American Airlines is cutting another two inches of legroom from some of its rows, Reuters reported Wednesday. The distance between seats on some of its new planes will go from 31 inches to 29 inches in a bid to fit more seats on the plane. A spokesperson says that despite the cut, “the seats are built to maximize knee space and seat space.”
American Airlines is not alone in shrinking legroom on flights. And that’s just one way flying has become less comfortable: Airlines have been slowly making seats less padded with skinnier armrests, as well as seats that don’t recline at all.
Here are six secrets to scoring a (more) comfortable airline seat:
Choose an airline that has more legroom.
Every inch counts: Though you’re not likely to get a ton of extra legroom without paying extra, some airlines do tend to give an extra inch or two in economy. JetBlue is on the more generous side (about 32 inches on average), while Spirit and Frontier are less so (about 28 to 29 inches), says George Hobica, the founder of AirfareWatchdog.com. Use SeatGuru.com to look up how much legroom specific jets on specific airlines have, as well as things like seats that don’t recline or a misaligned window, recommends Christine Sarkis, a senior editor at SmarterTravel.
Try this seat selection trick.
Just because an airplane seat map doesn’t show desirable seats at the time you book, doesn’t mean your preferred seats are taken, says Gabe Saglie, a senior editor at Travelzoo. “When you book, especially when you book early, an airline will release a select group of seats — the ones they’re trying to fill first, which often means a lot of available middle seats,” he explains. “This is also a way to encourage flyers to pay more on the spot for an aisle or upgraded seat.”

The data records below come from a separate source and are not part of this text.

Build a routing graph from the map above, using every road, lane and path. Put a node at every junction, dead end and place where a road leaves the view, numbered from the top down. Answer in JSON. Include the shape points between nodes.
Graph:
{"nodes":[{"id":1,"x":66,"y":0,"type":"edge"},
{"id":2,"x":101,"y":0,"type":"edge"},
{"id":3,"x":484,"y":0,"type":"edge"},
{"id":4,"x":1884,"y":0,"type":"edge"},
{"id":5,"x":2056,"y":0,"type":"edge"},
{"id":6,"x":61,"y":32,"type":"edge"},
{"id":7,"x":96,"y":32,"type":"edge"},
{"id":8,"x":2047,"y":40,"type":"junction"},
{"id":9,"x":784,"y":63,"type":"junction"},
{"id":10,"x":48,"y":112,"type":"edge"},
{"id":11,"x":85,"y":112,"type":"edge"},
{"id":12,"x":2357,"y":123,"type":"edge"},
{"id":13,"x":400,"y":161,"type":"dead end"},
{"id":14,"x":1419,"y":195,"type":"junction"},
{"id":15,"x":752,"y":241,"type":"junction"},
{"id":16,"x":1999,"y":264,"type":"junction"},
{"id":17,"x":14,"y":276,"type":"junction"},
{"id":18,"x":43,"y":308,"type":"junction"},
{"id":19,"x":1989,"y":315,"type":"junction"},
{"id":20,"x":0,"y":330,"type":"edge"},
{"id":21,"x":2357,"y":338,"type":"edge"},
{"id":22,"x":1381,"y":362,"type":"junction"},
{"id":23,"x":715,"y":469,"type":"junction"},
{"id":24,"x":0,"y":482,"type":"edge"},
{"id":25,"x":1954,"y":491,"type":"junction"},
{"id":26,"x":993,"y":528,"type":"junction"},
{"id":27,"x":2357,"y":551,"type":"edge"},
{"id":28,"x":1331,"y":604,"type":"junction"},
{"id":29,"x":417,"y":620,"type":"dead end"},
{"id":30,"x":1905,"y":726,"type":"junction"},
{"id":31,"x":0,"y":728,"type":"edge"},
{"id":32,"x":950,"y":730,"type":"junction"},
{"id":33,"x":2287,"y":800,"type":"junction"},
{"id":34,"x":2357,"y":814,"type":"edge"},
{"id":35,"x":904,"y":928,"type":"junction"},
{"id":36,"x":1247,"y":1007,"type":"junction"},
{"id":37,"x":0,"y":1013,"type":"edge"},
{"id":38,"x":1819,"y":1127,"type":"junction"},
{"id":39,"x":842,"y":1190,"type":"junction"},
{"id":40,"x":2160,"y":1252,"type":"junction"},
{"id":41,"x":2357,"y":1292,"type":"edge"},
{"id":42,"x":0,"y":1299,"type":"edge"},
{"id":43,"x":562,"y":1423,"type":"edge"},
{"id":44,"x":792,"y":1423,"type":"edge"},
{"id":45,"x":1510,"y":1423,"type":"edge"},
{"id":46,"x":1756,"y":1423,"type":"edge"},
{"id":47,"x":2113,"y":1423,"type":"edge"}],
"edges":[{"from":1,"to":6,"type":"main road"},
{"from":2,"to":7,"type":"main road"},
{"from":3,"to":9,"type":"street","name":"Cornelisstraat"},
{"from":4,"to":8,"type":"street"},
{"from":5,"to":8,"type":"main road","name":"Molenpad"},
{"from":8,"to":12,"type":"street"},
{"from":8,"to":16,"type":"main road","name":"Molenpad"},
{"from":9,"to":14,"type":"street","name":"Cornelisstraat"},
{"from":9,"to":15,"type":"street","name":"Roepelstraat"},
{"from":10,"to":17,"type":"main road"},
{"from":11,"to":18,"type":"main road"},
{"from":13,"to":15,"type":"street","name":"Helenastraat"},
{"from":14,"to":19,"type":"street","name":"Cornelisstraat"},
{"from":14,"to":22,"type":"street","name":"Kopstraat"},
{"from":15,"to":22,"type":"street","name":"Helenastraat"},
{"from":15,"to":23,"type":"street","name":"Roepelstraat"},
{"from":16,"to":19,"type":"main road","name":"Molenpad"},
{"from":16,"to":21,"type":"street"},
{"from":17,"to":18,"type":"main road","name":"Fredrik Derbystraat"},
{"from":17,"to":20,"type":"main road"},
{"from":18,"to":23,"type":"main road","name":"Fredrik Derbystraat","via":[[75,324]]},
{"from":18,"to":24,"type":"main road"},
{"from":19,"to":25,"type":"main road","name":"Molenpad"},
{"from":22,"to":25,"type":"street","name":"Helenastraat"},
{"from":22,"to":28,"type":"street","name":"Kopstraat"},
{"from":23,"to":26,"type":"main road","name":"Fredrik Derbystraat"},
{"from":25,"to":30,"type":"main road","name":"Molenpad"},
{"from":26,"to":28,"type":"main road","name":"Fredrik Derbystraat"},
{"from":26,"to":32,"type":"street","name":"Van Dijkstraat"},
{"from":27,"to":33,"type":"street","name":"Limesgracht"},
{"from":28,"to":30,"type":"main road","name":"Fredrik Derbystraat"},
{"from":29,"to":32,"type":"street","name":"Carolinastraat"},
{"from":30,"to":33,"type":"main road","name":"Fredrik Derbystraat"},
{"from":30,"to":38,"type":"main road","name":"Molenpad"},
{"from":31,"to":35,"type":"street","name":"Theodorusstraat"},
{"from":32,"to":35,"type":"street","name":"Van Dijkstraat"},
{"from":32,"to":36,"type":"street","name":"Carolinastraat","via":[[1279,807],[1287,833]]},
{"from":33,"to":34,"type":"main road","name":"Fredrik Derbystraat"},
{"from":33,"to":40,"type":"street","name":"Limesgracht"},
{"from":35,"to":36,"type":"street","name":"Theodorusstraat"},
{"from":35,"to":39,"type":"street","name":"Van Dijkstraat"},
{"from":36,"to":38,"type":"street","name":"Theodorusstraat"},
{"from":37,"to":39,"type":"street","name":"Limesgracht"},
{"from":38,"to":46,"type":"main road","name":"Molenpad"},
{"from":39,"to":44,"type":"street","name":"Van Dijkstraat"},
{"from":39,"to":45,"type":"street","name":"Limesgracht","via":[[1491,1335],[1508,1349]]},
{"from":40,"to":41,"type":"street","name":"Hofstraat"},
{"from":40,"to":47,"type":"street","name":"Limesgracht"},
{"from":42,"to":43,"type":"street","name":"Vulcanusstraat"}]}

Saglie says that this is why flyers should check back in often: “As your flight date approaches, the airline is likely to release/open up more seats for online selection,” he says. “Check three days before, 24 hours before, when you arrive at the counter and even when you arrive at the gate (since a no-show aisle seat passenger may mean it goes to you, instead).” If new seats are available, you can sometimes — but not always — switch at no cost, though if it’s a better seat or one closer to the front you may have to pay a bit, he says.
It can pay to consistently fly with one airline or one alliance of airlines (like Star Alliance or One World, which have multiple airlines as members), says Travelzoo’s Saglie. “These days, flyers with status gets dibs on the best seats, and at no cost: This applies to something like United’s Economy Plus seats, with 6 inches of extra legroom, or preferred seats, like bulkhead, emergency row and aisle seats.” He adds that “loyal flyers also get to select these seats at time of bookings usually, versus hoping for the best at the gate.”
Beware of non-reclining seats.
It’s not just legroom that matters — at least for people who don’t want to sit upright for the entire flight. A number of seats on Spirit and Allegiant don’t recline, and other airlines may have rows with similar issues. Check SeatGuru.com to figure this out before you pick a seat.
“Check in exactly 24 hours before your flight,” says Travelzoo’s Saglie. “As soon as that check-in window opens, new available seats are often displayed.”
Pay for it.
Sometimes throwing money at the problem is worth it, especially for a tall passenger on a long haul flight. But “even a one-hour flight isn’t one hour,” says Hobica, when you consider the runway taxiing and deplaning. So it may be worth it to pay, even on a short flight, especially since you can sometimes get extra legroom for as little as $10.